Work to be completed >>
All pictures are to be dropped, and the remaining data set down exactly.

(Saved entries)
============

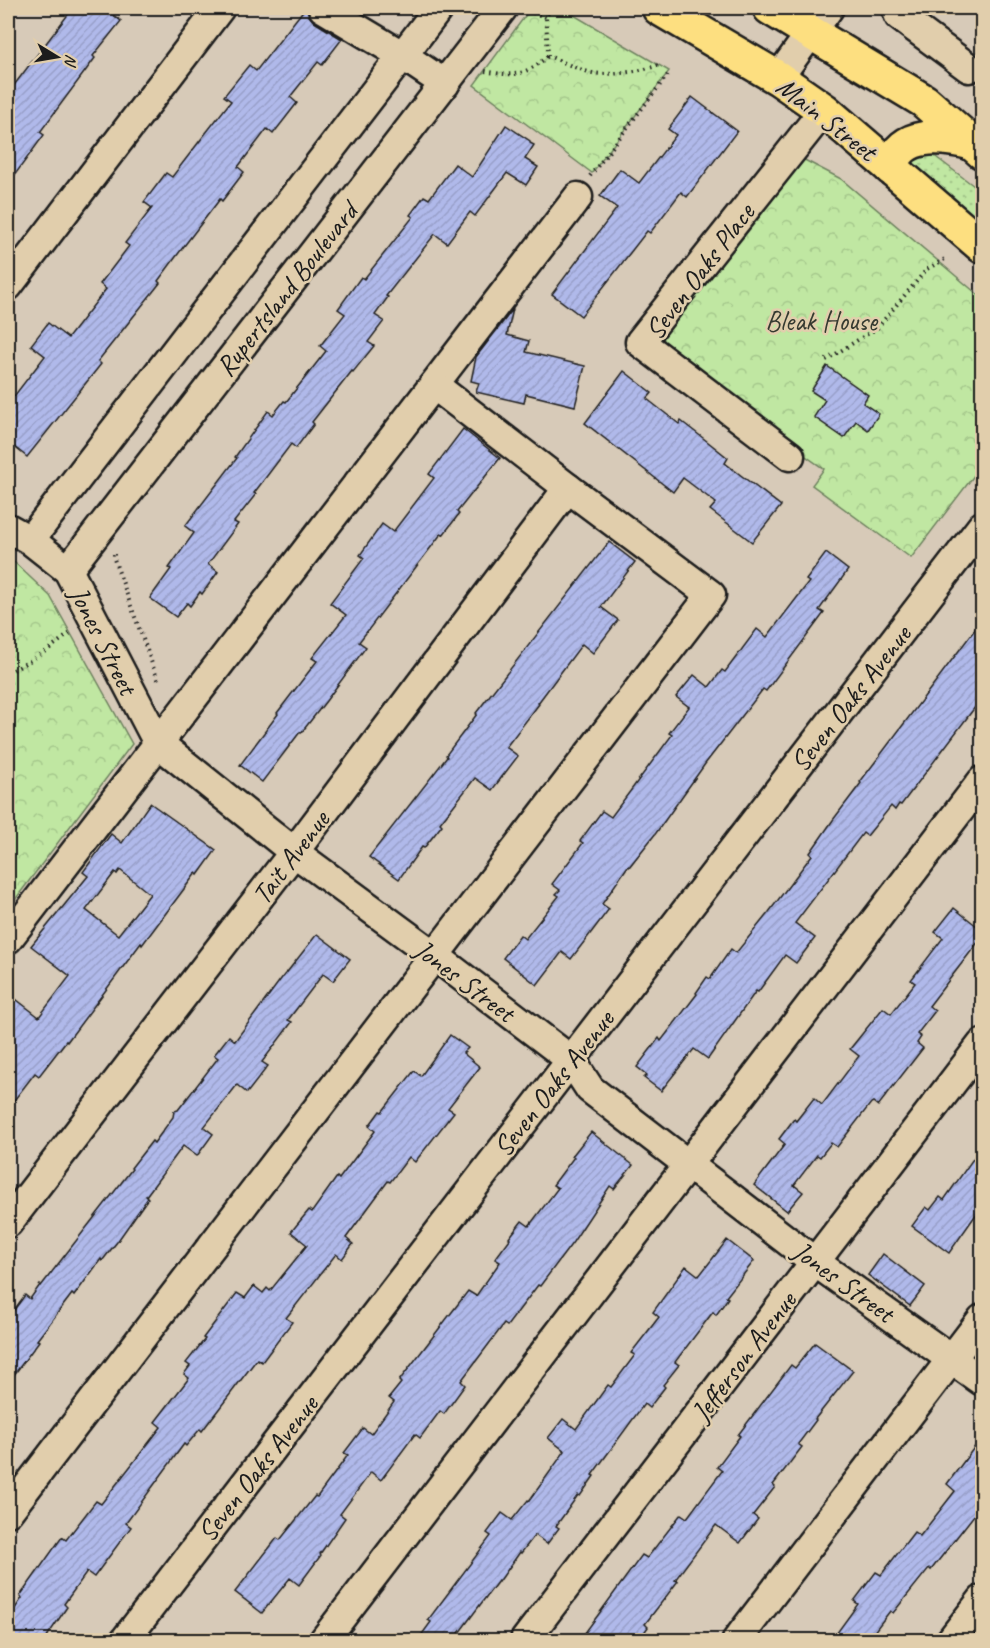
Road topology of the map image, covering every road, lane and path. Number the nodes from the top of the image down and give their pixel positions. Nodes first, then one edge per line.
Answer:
1 (220, 8) edge
2 (323, 8) edge
3 (439, 8) edge
4 (551, 8) edge
5 (659, 8) edge
6 (770, 8) edge
7 (896, 8) edge
8 (514, 9) edge
9 (546, 17) junction
10 (820, 20) edge
11 (402, 55) junction
12 (548, 56) junction
13 (969, 63) edge
14 (659, 65) dead end
15 (479, 70) dead end
16 (670, 72) dead end
17 (778, 78) junction
18 (445, 84) junction
19 (824, 110) junction
20 (977, 147) edge
21 (891, 168) junction
22 (579, 197) joint
23 (982, 246) edge
24 (945, 259) dead end
25 (8, 286) edge
26 (826, 360) dead end
27 (434, 385) junction
28 (790, 456) dead end
29 (568, 488) junction
30 (982, 526) edge
31 (19, 534) edge
32 (115, 551) dead end
33 (68, 570) junction
34 (82, 597) junction
35 (8, 673) edge
36 (166, 733) junction
37 (982, 781) edge
38 (294, 852) junction
39 (8, 939) edge
40 (435, 956) junction
41 (982, 1044) edge
42 (571, 1060) junction
43 (688, 1165) junction
44 (8, 1223) edge
45 (815, 1262) junction
46 (982, 1319) edge
47 (951, 1359) junction
48 (982, 1381) edge
49 (8, 1512) edge
50 (982, 1600) edge
51 (125, 1641) edge
52 (324, 1641) edge
53 (525, 1641) edge
54 (737, 1641) edge
55 (951, 1641) edge

1 - 25 street
2 - 11 street
3 - 11 street, Rupertsland Boulevard
4 - 9 path
5 - 17 main road, Main Street
6 - 10 main road, Main Street
7 - 13 street
8 - 9 path
8 - 18 street, Rupertsland Boulevard
9 - 12 path
10 - 17 street
10 - 20 main road, Main Street
11 - 18 street
11 - 31 street, Rupertsland Boulevard
12 - 14 path
12 - 15 path
16 - 22 path
17 - 19 main road, Main Street
18 - 33 street, Rupertsland Boulevard
19 - 21 main road, Main Street
19 - 28 street, Seven Oaks Place
20 - 21 main road
21 - 23 main road, Main Street
22 - 27 street
24 - 26 path
27 - 29 street
27 - 36 street
29 - 38 street, Tait Avenue
29 - 40 street
30 - 42 street, Seven Oaks Avenue
31 - 33 street, Jones Street
32 - 36 path
33 - 34 street, Jones Street
34 - 35 path
34 - 36 street, Jones Street
36 - 38 street, Jones Street
36 - 39 street
37 - 43 street
38 - 40 street, Jones Street
38 - 44 street, Tait Avenue
40 - 42 street, Jones Street
40 - 49 street
41 - 45 street, Jefferson Avenue
42 - 43 street, Jones Street
42 - 51 street, Seven Oaks Avenue
43 - 45 street, Jones Street
43 - 52 street
45 - 47 street, Jones Street
45 - 53 street, Jefferson Avenue
46 - 47 street
47 - 48 street, Jones Street
47 - 54 street
50 - 55 street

============

Result of the exercise >>
Road topology of the map image, covering every road, lane and path. Number the nodes from the top of the image down and give their pixel positions. Nodes first, then one edge per line.
Answer:
1 (220, 8) edge
2 (323, 8) edge
3 (439, 8) edge
4 (551, 8) edge
5 (659, 8) edge
6 (770, 8) edge
7 (896, 8) edge
8 (514, 9) edge
9 (546, 17) junction
10 (820, 20) edge
11 (402, 55) junction
12 (548, 56) junction
13 (969, 63) edge
14 (659, 65) dead end
15 (479, 70) dead end
16 (670, 72) dead end
17 (778, 78) junction
18 (445, 84) junction
19 (824, 110) junction
20 (977, 147) edge
21 (891, 168) junction
22 (579, 197) joint
23 (982, 246) edge
24 (945, 259) dead end
25 (8, 286) edge
26 (826, 360) dead end
27 (434, 385) junction
28 (790, 456) dead end
29 (568, 488) junction
30 (982, 526) edge
31 (19, 534) edge
32 (115, 551) dead end
33 (68, 570) junction
34 (82, 597) junction
35 (8, 673) edge
36 (166, 733) junction
37 (982, 781) edge
38 (294, 852) junction
39 (8, 939) edge
40 (435, 956) junction
41 (982, 1044) edge
42 (571, 1060) junction
43 (688, 1165) junction
44 (8, 1223) edge
45 (815, 1262) junction
46 (982, 1319) edge
47 (951, 1359) junction
48 (982, 1381) edge
49 (8, 1512) edge
50 (982, 1600) edge
51 (125, 1641) edge
52 (324, 1641) edge
53 (525, 1641) edge
54 (737, 1641) edge
55 (951, 1641) edge

1 - 25 street
2 - 11 street
3 - 11 street, Rupertsland Boulevard
4 - 9 path
5 - 17 main road, Main Street
6 - 10 main road, Main Street
7 - 13 street
8 - 9 path
8 - 18 street, Rupertsland Boulevard
9 - 12 path
10 - 17 street
10 - 20 main road, Main Street
11 - 18 street
11 - 31 street, Rupertsland Boulevard
12 - 14 path
12 - 15 path
16 - 22 path
17 - 19 main road, Main Street
18 - 33 street, Rupertsland Boulevard
19 - 21 main road, Main Street
19 - 28 street, Seven Oaks Place
20 - 21 main road
21 - 23 main road, Main Street
22 - 27 street
24 - 26 path
27 - 29 street
27 - 36 street
29 - 38 street, Tait Avenue
29 - 40 street
30 - 42 street, Seven Oaks Avenue
31 - 33 street, Jones Street
32 - 36 path
33 - 34 street, Jones Street
34 - 35 path
34 - 36 street, Jones Street
36 - 38 street, Jones Street
36 - 39 street
37 - 43 street
38 - 40 street, Jones Street
38 - 44 street, Tait Avenue
40 - 42 street, Jones Street
40 - 49 street
41 - 45 street, Jefferson Avenue
42 - 43 street, Jones Street
42 - 51 street, Seven Oaks Avenue
43 - 45 street, Jones Street
43 - 52 street
45 - 47 street, Jones Street
45 - 53 street, Jefferson Avenue
46 - 47 street
47 - 48 street, Jones Street
47 - 54 street
50 - 55 street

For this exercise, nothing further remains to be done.